どうも。
南米では昨日のチリのヤツで、ロラパルーザの南米版が終わりました。ちょっと寂しくなりますね。多分、来年まで待たなくても、10月にロラパルーザの、今年からはじまるコロンビアがあるので、アーティストのいくつかがブラジルまでツアーで回ってくれないかなあ、と思っているところです。
で、ブラジルの政局が、まだ落ち着いてはないのですが、とりあえず、息もつかないといけないとも思うので、今日はロラパルーザの余韻の話と、「また同じこと・・」かもしれませんが(苦笑)、日本でのフェスの課題の話をしようかなと思ってます。
今年のサンパウロのロラパルーザ、動員は2日で16万人!歴代でも2番目、2日開催になってから、一番良い数字でした。
実はラインナップはファンのあいだで見方が分かれてました。「なんだ、エミネムしかビッグネームがないじゃないか」と言うタイプか「今年は歴代でもベストクラス」という声。どうやら動員で考えてみたら、後者側の意見の方が正しかったようです。
今年のロラを実質引っ張ったのは、この2つでしたね。

2日ヘッドライナーのフローレンス&ザ・マシーンに1日目の準ヘッドライナーのマムフォード&サンズ。この2つとも、すごい客の入りでしたよ。ギッシリ埋まってました。特にマムフォードに関して言えば、エミネムの直前まで別ステージでやってたんですが、あまりにこっちに人が入りすぎちゃって、エミネムの開始直後にあまり人がいなかったという、にわかには信じがたい、本当のことが起こってしまったほどです。

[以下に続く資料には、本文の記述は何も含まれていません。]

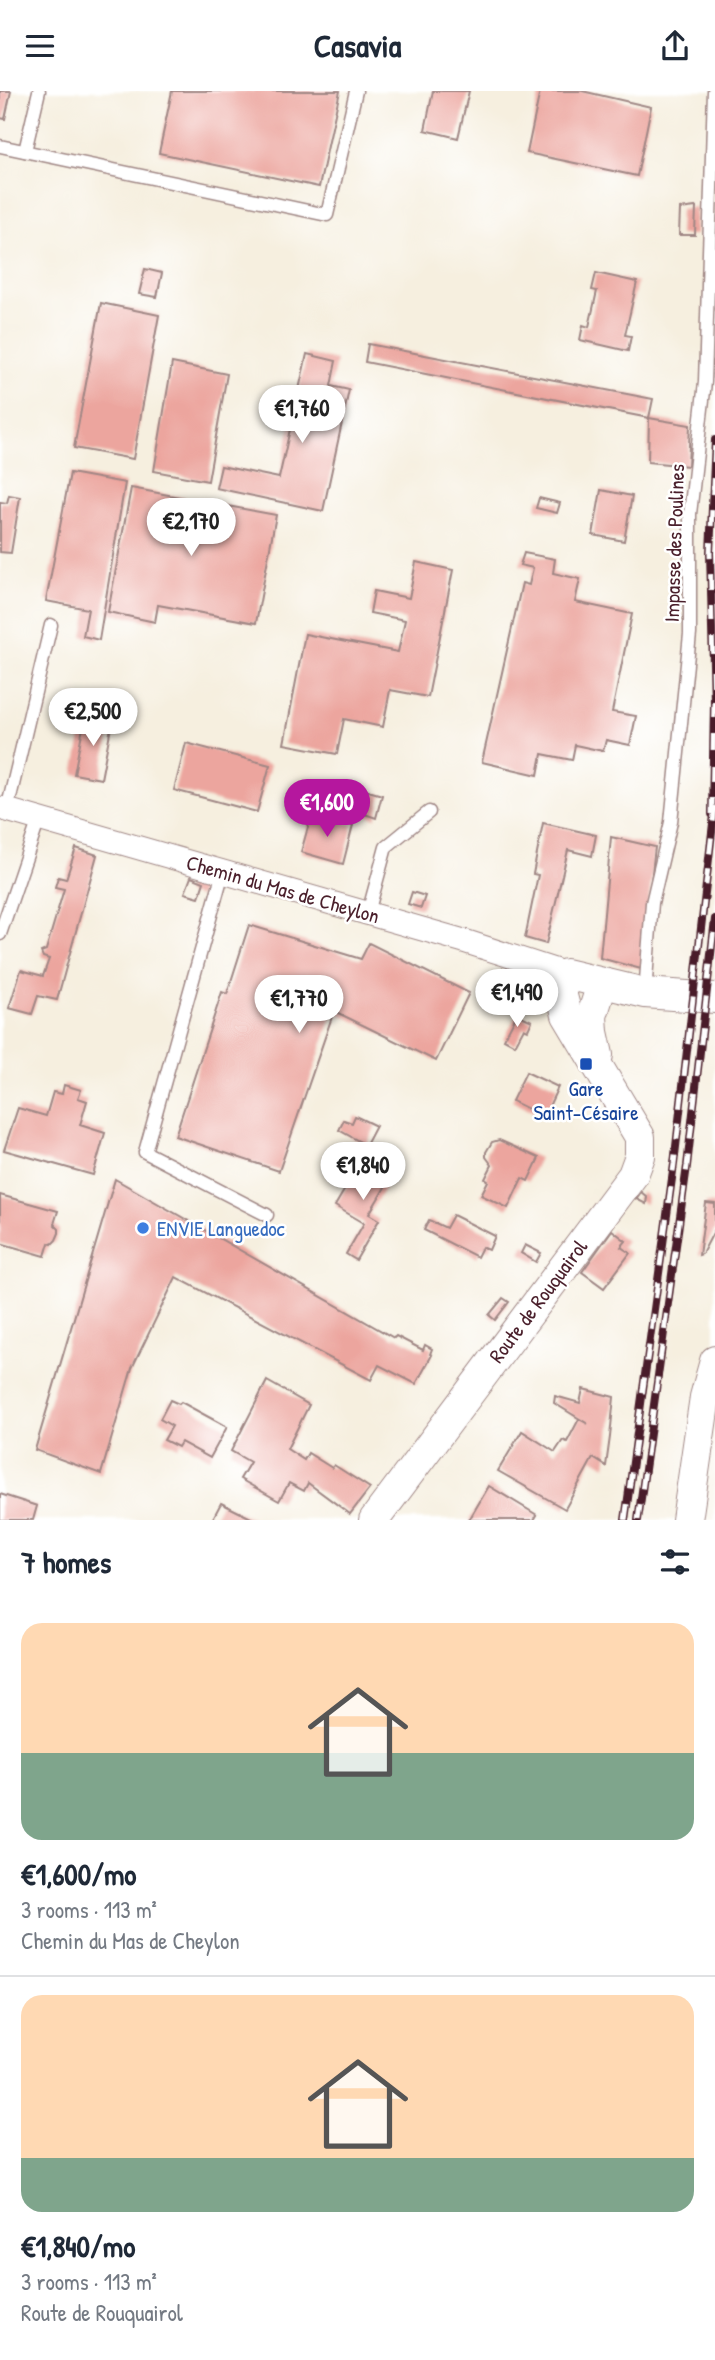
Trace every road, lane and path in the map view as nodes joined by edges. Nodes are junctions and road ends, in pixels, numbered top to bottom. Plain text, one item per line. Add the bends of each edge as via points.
1 (39, 91) edge
2 (356, 91) edge
3 (714, 91) edge
4 (0, 146) edge
5 (25, 151) junction
6 (51, 625) dead end
7 (3, 809) edge
8 (429, 812) dead end
9 (38, 819) junction
10 (223, 872) junction
11 (368, 913) junction
12 (0, 933) edge
13 (566, 974) junction
14 (621, 988) junction
15 (715, 998) edge
16 (601, 1069) junction
17 (267, 1215) dead end
18 (715, 1361) edge
19 (373, 1520) edge
20 (687, 1520) edge

1 - 5 lane
2 - 5 lane via 327,215
3 - 14 lane, Impasse des Poulines via 705,382 690,515 690,634 671,822 652,903
4 - 5 lane
6 - 7 lane
7 - 9 street, Chemin du Mas de Cheylon
8 - 11 lane via 386,847
9 - 10 street, Chemin du Mas de Cheylon
9 - 12 lane
10 - 11 street, Chemin du Mas de Cheylon
10 - 17 lane via 145,1152
11 - 13 street, Chemin du Mas de Cheylon
13 - 14 street
13 - 16 street, Route de Rouquairol via 561,992 567,1015
14 - 15 street
14 - 16 street, Route de Rouquairol via 592,1016
16 - 19 street, Route de Rouquairol via 640,1137 633,1175
18 - 20 street via 705,1397

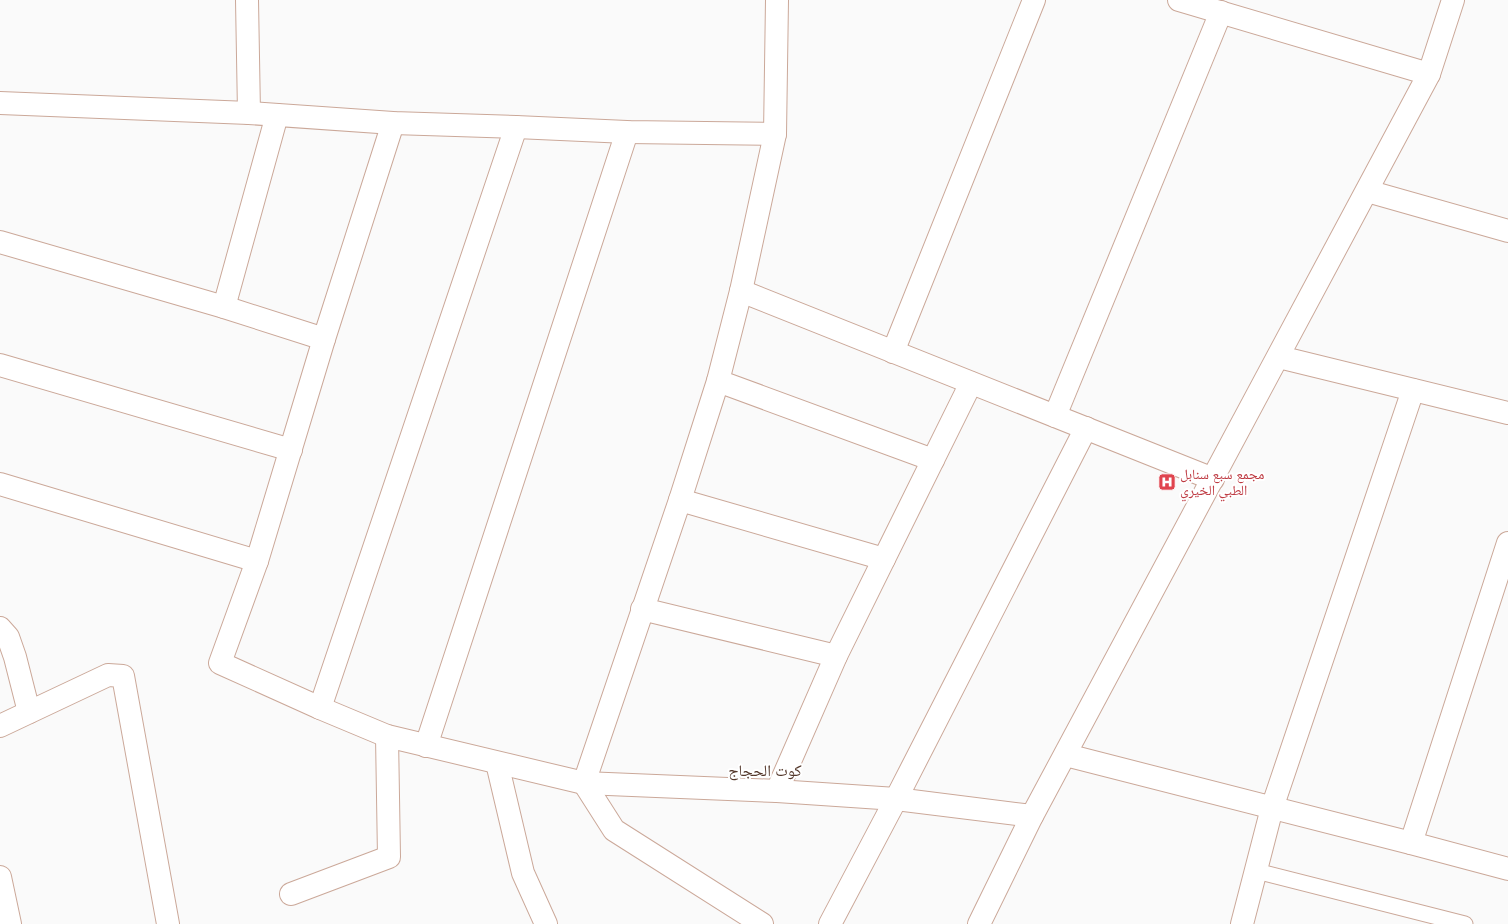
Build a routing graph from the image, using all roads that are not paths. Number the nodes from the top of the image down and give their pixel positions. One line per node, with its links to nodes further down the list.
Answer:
1 (248, 0): 9 (street)
2 (777, 0): 14 (street)
3 (1034, 0): 21 (street)
4 (1179, 0): 6 (street)
5 (1453, 0): 7 (street)
6 (1221, 12): 7 (street); 28 (street)
7 (1429, 74): 15 (street)
8 (0, 103): 9 (street)
9 (249, 113): 10 (street)
10 (277, 116): 11 (street); 19 (street)
11 (393, 123): 12 (street); 20 (street)
12 (516, 127): 13 (street); 41 (street)
13 (627, 132): 14 (street); 45 (street)
14 (775, 134): 18 (street)
15 (1366, 191): 16 (street); 22 (street)
16 (1508, 231)
17 (0, 242): 19 (street)
18 (742, 291): 21 (street); 24 (street)
19 (224, 307): 20 (street)
20 (324, 339): 30 (street)
21 (893, 352): 25 (street)
22 (1279, 357): 26 (street); 32 (street)
23 (0, 365): 30 (street)
24 (718, 381): 31 (street); 34 (street)
25 (971, 383): 28 (street); 31 (street)
26 (1413, 390): 27 (street); 51 (street)
27 (1508, 413)
28 (1055, 416): 29 (street)
29 (1086, 428): 32 (street); 50 (street)
30 (291, 450): 37 (street)
31 (933, 460): 36 (street)
32 (1213, 479): 46 (street)
33 (0, 484): 37 (street)
34 (680, 500): 36 (street); 38 (street)
35 (1508, 543): 53 (street)
36 (884, 559): 40 (street)
37 (257, 561): 41 (street)
38 (642, 609): 40 (street); 48 (street)
39 (0, 628): 42 (street)
40 (836, 656): 49 (street)
41 (320, 708): 44 (street)
42 (29, 712): 43 (street); 59 (street)
43 (0, 726)
44 (387, 736): 45 (street); 57 (street)
45 (426, 746): 47 (street)
46 (1066, 755): 51 (street); 52 (street)
47 (497, 763): 48 (street); 60 (street)
48 (584, 783): 49 (street); 61 (street)
49 (777, 791): 50 (street)
50 (896, 799): 52 (street); 62 (street)
51 (1272, 808): 53 (street); 55 (street)
52 (1032, 816): 63 (street)
53 (1411, 842): 54 (street)
54 (1508, 870)
55 (1256, 871): 64 (street); 65 (lane)
56 (0, 877): 58 (street)
57 (291, 894)
58 (6, 916)
59 (168, 924)
60 (546, 924)
61 (762, 924)
62 (830, 924)
63 (978, 924)
64 (1242, 924)
65 (1465, 924)

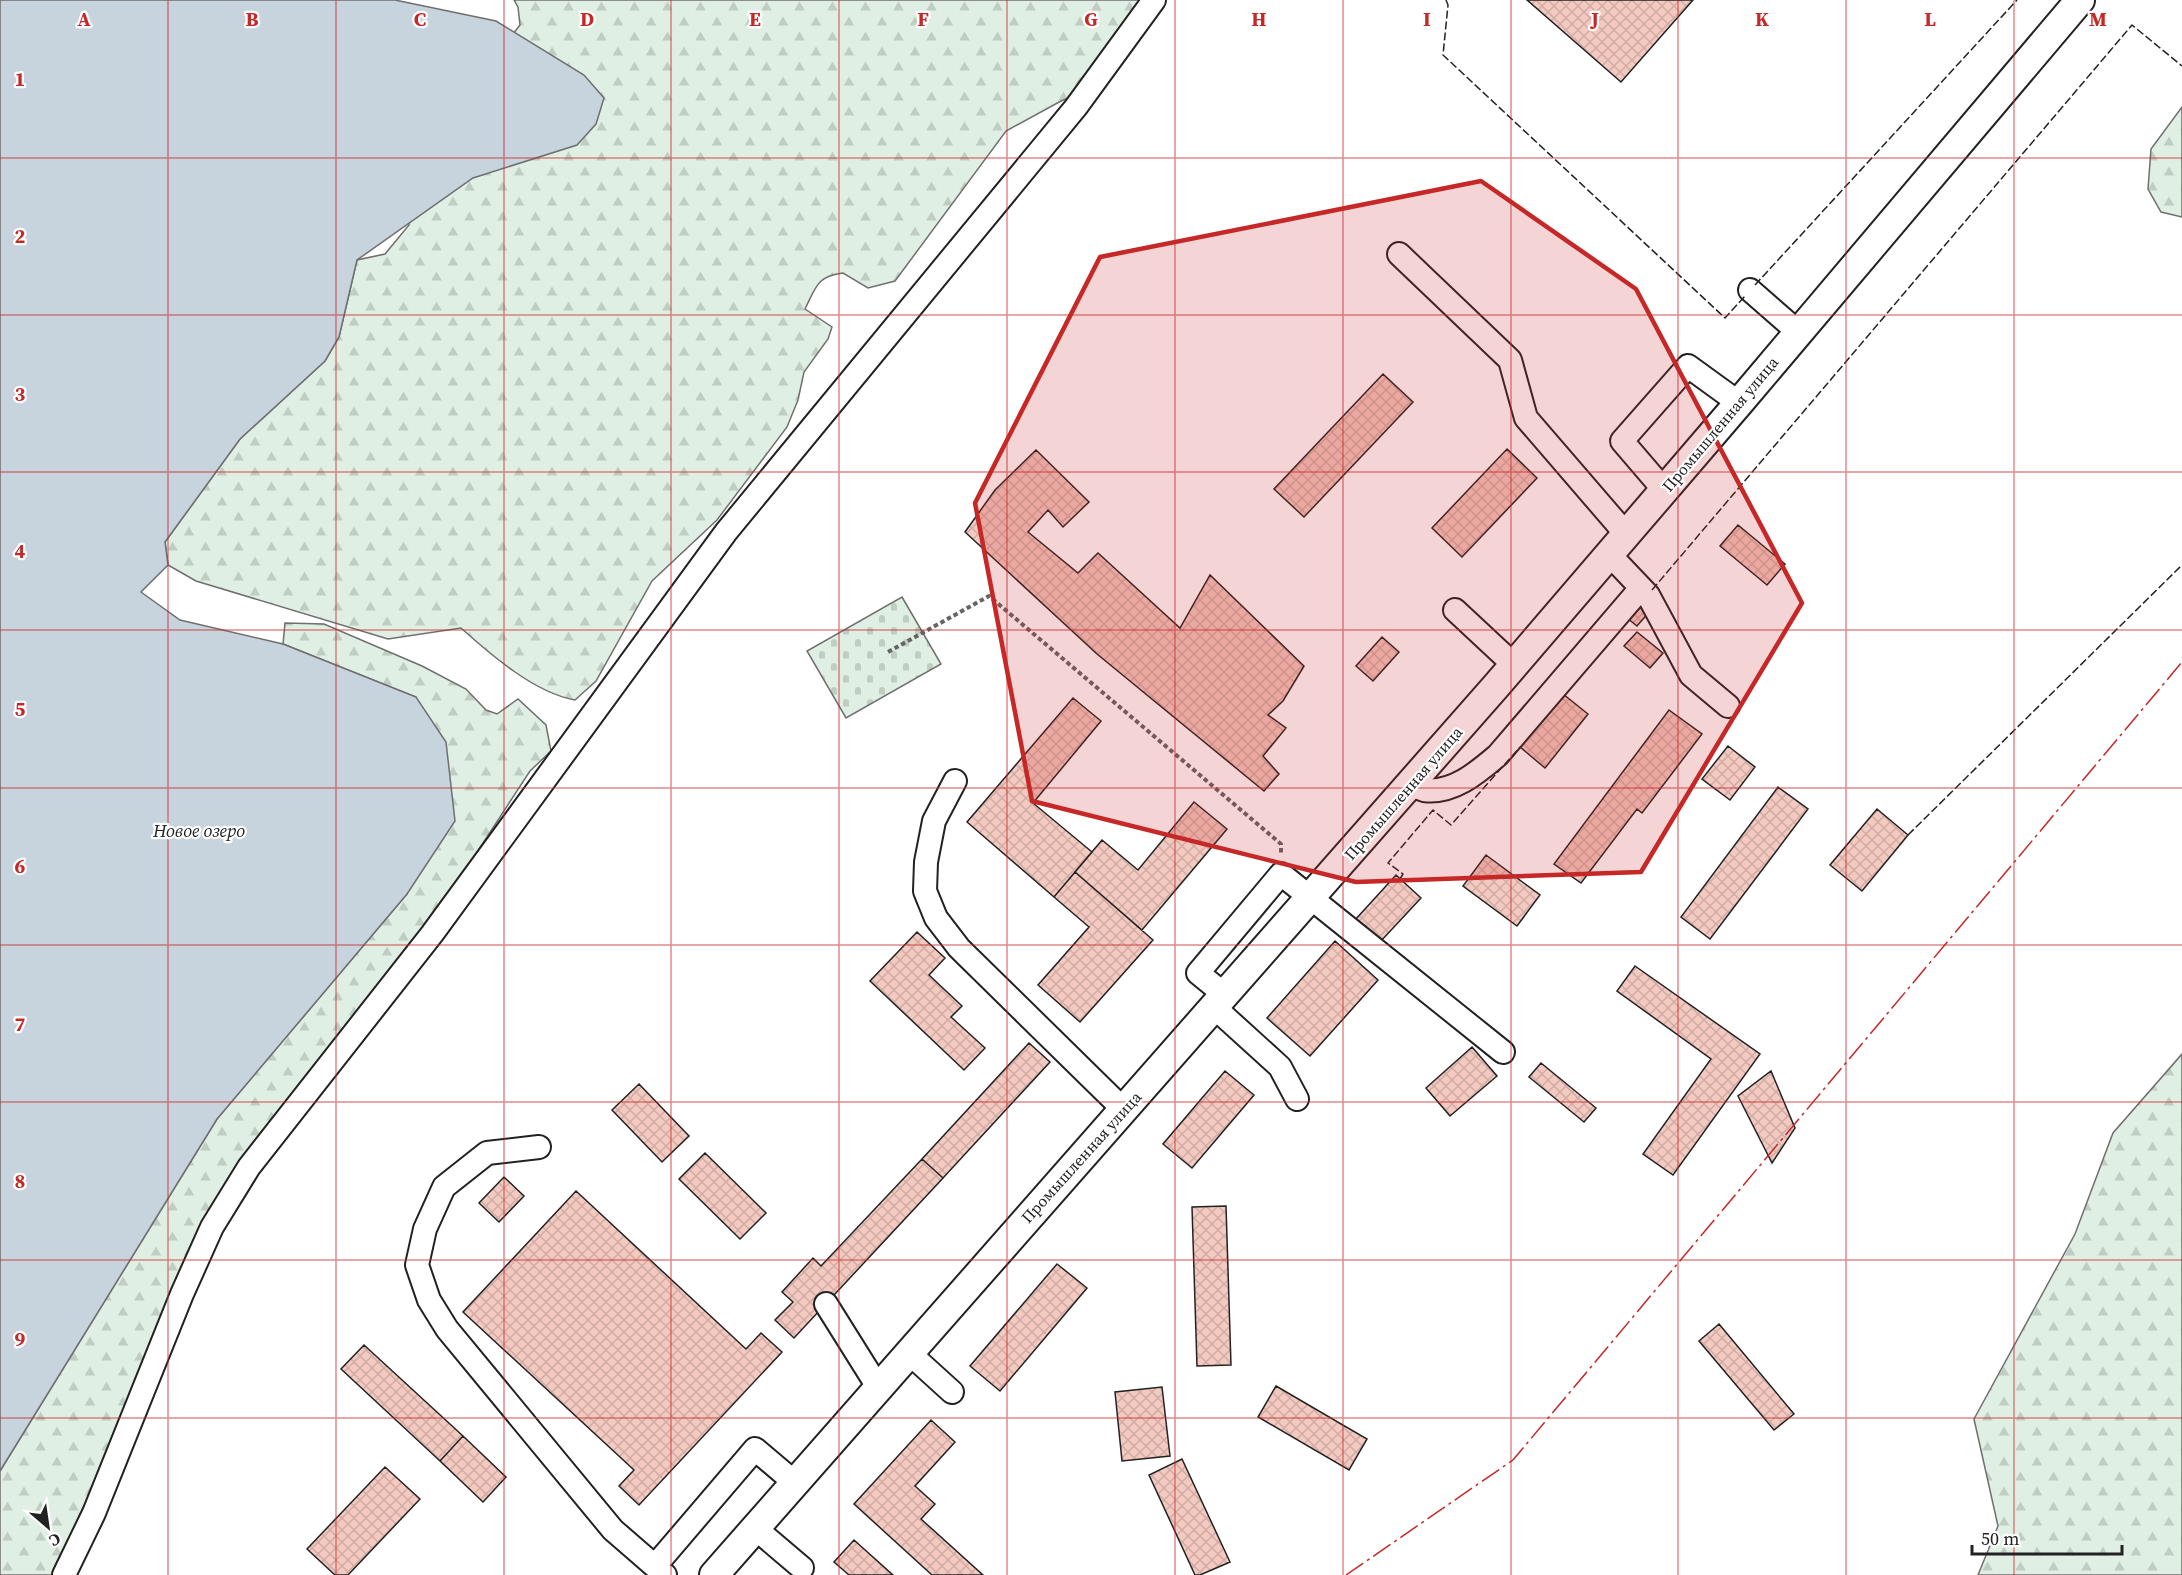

この2組は、ロラだけじゃなく、今、世界のどの国に行ってもヘッドライナー待遇です。フローレンスは去年はグラストのヘッドライナーを体験してるし、マムフォードも2012年からはどこでもそうです。この2組、今年7月頭のロンドンのハイドパークのスペシャル・コンサートの目玉にもなってますね。彼らが出る両日とも、ちょっとした豪華な1日フェスになってます。フローレンスの日にケンドリック・ラマーが出たり、マムフォードの日にアラバマ・シェイクスやウルフ・アリス出たり。そんな中をしっかりヘッドライナーとしてシメてるわけですからね。
ただ!
この2つが日本のフェスに来そうな気配は、なんか見ていてなさそうですね。両者ともフェスの稼働は去年の夏からしてたんですが、欧米圏ではしっかりフェスの中心になっているのに、日本だと、「来れば、それがきわめて貴重。でもまさかヘッドライナーは・・」という感じでしょうか。
なんかなあ〜。どうして
ブラジルくんだり、いや、アルゼンチンとチリもセットなので、こういう南米の国とか、あるいはヨーロッパのそこまで規模の大きくない国とかでさえ、「次の世代のヘッドライナー・クラス」のフェスでの招聘は、かなりの観客を伴う、迎えるのに十分な条件でやれているのに、なぜ日本でだけ、しかも洋楽ロックの輸入の歴史、むしろ他のヨーロッパとか南米よりも長く熱心なものだったにもかかわらず、それが出来ていないんだろう。そう思うと、なんかやっぱり歯がゆくなるんですよねえ。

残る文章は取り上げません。